The development of exogenous THG agents has been exploratory to date. Contrary to SHG, to design molecules with large susceptibility has not been a major avenue of development because the refractive index mismatch within the focal volume, thus the geometrical factors, is far more essential for THG imaging. Instead, a successful approach pertinent to intravital studies has been to enhance the THG contrast by way of a near-resonance excitation of organic aggregates, such as porphyrin. Since an initial demonstration of THG enhancement by the absorption band of hemoglobin (Clay et al., 2006), packaged porphyrins have been proved as a THG agent (Cui et al., 2015). Also, the hemozoin pigment, a natural crystalline aggregate of hemes produced by parasites, emits a strong THG signal which can be exploited for detecting malaria (Belisle et al., 2008; Tripathy et al., 2013). However, given its famous role as a generator of singlet oxygen, porphyrin-based THG imaging raises a concern of photosafety. Nevertheless, the strategy of resonantly enhancing THG is applicable to any aggregate of molecules with distinct absorption bands. For native molecules, which tend to possess broad spectra, a tunable light source might be necessary for optimization.

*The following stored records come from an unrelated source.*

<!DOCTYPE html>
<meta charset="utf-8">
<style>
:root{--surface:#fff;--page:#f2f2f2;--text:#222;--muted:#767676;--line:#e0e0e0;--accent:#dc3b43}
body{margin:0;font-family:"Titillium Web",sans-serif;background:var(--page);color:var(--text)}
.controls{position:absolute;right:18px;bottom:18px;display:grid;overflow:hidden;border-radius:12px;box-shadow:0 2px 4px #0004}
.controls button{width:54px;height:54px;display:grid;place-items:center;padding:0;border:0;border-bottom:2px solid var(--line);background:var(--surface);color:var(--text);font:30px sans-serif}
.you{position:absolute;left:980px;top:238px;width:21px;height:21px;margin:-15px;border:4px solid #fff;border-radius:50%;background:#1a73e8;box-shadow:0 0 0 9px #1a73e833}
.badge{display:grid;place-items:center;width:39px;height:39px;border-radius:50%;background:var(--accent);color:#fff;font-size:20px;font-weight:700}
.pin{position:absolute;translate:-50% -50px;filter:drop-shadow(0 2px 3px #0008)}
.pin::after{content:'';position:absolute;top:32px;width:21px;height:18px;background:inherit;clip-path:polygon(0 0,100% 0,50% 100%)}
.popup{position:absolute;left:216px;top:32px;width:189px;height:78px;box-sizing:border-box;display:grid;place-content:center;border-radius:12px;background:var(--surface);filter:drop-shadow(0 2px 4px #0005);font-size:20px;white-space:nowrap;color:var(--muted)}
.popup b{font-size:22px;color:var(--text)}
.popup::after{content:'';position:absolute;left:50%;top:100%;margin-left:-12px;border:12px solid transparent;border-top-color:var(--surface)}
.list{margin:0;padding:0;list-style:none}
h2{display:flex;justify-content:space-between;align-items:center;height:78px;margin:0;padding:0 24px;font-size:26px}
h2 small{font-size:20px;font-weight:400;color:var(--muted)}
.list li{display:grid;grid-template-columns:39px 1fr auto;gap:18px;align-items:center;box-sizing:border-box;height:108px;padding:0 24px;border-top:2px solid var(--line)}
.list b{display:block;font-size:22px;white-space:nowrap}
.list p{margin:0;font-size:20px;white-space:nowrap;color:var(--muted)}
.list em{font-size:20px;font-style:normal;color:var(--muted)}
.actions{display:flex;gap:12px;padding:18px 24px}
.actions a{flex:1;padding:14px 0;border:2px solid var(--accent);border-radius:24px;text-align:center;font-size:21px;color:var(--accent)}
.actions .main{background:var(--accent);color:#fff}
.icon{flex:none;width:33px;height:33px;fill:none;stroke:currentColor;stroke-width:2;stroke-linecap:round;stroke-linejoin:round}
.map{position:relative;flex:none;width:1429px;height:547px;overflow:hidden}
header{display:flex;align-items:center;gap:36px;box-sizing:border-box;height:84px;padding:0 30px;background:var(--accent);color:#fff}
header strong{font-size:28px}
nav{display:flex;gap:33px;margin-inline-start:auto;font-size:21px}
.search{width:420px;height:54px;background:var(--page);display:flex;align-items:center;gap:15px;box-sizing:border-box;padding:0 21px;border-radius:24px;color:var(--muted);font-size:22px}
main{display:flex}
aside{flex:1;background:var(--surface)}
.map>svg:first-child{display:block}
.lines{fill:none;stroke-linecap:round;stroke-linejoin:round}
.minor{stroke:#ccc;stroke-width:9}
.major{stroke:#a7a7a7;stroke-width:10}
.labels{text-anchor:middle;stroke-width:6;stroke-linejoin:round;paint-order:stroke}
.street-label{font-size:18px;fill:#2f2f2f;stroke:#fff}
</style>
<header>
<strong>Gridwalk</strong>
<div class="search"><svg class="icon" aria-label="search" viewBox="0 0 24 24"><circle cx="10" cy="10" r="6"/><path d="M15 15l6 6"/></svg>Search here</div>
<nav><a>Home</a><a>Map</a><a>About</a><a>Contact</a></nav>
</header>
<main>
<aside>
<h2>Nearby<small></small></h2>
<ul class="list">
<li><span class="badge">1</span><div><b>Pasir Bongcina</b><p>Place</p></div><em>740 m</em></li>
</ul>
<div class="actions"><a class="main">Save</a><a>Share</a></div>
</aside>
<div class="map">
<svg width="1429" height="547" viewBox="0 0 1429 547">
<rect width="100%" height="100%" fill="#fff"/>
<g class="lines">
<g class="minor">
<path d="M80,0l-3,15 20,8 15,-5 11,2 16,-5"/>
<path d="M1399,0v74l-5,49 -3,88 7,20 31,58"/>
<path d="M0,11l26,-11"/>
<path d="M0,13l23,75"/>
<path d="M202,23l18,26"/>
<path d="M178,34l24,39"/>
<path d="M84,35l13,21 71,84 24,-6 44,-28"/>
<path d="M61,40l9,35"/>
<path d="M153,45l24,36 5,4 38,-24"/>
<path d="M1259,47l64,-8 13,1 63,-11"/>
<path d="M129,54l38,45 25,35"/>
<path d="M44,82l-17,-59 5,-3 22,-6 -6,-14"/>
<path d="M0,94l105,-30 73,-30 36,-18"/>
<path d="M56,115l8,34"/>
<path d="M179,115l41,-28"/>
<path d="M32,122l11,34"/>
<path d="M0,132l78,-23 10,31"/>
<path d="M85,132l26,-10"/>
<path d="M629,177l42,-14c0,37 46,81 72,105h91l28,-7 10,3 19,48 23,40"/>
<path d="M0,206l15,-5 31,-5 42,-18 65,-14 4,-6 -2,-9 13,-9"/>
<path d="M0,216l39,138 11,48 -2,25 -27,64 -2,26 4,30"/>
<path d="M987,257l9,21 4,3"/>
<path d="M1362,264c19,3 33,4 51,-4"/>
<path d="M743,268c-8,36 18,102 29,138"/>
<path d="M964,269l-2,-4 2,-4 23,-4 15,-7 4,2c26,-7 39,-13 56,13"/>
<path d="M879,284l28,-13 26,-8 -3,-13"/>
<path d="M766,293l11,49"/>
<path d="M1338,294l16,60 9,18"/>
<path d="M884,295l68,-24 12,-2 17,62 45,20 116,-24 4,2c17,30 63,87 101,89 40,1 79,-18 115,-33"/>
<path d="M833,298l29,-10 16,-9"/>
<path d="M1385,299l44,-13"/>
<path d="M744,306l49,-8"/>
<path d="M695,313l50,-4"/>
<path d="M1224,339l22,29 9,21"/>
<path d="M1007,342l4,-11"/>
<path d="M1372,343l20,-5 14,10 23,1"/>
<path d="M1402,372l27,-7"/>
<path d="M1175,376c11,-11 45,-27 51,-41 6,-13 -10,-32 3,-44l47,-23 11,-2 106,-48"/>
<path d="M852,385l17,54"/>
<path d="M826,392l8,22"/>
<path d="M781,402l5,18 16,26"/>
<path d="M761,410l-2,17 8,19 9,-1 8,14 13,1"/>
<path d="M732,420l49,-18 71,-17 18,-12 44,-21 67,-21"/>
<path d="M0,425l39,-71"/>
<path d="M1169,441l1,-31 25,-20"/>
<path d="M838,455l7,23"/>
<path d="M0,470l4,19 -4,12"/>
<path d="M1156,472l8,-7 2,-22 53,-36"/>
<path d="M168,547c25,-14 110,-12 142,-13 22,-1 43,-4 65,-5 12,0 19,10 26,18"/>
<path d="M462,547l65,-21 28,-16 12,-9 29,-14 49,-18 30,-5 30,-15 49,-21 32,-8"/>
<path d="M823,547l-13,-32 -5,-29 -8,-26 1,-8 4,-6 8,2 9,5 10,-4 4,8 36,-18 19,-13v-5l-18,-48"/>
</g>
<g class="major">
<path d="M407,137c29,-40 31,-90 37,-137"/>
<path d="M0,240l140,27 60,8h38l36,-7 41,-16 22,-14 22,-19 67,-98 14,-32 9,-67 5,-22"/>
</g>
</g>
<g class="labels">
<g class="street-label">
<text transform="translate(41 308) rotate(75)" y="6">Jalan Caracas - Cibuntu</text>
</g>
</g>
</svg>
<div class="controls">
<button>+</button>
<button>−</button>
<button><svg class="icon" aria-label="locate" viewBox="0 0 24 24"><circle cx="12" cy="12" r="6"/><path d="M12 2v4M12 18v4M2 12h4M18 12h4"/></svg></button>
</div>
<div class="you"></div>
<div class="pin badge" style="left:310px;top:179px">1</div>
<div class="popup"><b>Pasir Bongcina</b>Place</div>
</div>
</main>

Conclusion: Future Prospects

We have introduced recent tricks of optical harmonic generation which allownovel information to be extracted about the CNS of living animals. Innovations in deep-tissue microscopy have motivated ingenious intravital preparations for observing the intra- and intercellular dynamics beyond 2D cultured cells, thus opening new fields of investigation. Similar synergy is expected to follow the empowered intravital SHG and THG microscopy, enabling novel discoveries in neuroscience.

Author Contributions

The author confirms being the sole contributor of this work and has approved it for publication.

Conflict of Interest

The author declares that the research was conducted in the absence of any commercial or financial relationships that could be construed as a potential conflict of interest.